> YOUR GOAL:
Return every line from the records below that has the word "graph".

Dataset entries
»»

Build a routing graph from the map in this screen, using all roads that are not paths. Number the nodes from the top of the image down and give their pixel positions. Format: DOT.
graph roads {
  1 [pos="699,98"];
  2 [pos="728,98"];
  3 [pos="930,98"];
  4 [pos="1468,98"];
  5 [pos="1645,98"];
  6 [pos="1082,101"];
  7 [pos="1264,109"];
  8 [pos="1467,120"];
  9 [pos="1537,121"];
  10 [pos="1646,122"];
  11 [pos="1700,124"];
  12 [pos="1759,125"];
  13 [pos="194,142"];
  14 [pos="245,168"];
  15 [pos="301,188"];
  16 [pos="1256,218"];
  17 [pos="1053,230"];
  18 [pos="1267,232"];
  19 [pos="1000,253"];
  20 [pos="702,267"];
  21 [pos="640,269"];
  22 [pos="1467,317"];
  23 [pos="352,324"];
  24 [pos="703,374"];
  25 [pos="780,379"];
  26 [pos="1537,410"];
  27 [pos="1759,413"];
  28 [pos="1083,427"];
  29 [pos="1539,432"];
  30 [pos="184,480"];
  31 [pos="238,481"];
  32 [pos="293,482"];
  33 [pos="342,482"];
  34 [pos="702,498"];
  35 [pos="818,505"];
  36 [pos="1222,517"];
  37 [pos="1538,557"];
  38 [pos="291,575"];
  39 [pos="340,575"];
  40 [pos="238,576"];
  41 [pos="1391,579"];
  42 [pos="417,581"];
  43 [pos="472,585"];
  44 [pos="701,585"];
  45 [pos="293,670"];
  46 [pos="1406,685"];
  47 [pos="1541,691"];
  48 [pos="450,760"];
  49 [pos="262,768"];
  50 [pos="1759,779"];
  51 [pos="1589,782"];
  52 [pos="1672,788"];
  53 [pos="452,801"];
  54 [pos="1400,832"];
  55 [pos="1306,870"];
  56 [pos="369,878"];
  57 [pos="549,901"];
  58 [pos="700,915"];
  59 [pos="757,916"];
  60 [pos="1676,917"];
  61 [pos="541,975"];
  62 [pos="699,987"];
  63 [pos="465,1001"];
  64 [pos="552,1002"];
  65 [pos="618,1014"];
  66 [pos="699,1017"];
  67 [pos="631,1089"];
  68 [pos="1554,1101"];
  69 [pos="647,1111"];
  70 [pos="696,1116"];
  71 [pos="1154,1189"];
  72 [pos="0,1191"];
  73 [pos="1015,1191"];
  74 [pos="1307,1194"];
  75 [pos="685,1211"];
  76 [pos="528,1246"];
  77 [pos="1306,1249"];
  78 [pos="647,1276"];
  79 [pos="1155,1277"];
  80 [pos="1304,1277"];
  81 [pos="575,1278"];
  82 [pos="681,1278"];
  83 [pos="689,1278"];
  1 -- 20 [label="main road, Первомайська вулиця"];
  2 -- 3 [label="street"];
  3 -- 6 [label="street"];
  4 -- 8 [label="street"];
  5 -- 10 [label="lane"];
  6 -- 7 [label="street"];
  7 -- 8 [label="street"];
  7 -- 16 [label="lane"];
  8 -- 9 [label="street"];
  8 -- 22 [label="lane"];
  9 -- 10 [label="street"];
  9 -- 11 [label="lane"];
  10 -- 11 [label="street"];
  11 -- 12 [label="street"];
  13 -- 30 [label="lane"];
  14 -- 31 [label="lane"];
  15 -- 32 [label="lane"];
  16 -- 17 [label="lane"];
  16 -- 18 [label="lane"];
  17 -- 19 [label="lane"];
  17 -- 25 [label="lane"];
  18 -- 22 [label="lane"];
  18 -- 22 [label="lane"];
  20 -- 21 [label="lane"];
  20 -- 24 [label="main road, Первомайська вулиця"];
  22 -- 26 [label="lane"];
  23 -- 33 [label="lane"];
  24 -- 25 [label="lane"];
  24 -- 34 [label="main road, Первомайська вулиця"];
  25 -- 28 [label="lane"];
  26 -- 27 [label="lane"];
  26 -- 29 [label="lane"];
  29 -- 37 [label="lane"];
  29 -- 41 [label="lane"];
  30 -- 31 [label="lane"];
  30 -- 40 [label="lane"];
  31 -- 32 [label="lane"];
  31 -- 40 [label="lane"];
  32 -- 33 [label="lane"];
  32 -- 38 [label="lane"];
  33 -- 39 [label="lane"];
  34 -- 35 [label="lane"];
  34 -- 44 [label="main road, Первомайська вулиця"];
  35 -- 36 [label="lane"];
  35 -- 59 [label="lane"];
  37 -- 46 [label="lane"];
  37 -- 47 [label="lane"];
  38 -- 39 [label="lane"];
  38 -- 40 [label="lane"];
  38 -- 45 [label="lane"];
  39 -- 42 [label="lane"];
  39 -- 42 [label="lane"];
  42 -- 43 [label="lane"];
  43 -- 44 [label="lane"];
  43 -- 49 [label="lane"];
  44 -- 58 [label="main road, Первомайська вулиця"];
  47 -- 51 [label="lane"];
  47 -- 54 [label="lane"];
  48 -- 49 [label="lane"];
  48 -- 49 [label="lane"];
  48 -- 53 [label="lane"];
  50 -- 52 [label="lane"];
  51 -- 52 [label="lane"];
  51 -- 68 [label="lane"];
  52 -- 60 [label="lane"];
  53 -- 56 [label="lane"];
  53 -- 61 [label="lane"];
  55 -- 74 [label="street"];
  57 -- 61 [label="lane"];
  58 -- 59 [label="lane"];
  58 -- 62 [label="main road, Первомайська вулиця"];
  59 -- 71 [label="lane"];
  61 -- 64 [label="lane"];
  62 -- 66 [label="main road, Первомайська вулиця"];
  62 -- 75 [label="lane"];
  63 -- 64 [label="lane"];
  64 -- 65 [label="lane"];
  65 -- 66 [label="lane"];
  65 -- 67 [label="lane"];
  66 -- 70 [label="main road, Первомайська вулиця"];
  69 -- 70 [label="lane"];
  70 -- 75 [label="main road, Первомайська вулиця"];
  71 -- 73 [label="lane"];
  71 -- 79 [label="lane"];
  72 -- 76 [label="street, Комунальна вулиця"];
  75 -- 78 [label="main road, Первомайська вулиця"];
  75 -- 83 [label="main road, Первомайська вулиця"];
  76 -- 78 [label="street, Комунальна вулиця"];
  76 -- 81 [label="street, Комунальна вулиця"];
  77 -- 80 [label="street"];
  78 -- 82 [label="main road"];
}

««

> ANSWER SECTION:
Build a routing graph from the map in this screen, using all roads that are not paths. Number the nodes from the top of the image down and give their pixel positions. Format: DOT.
graph roads {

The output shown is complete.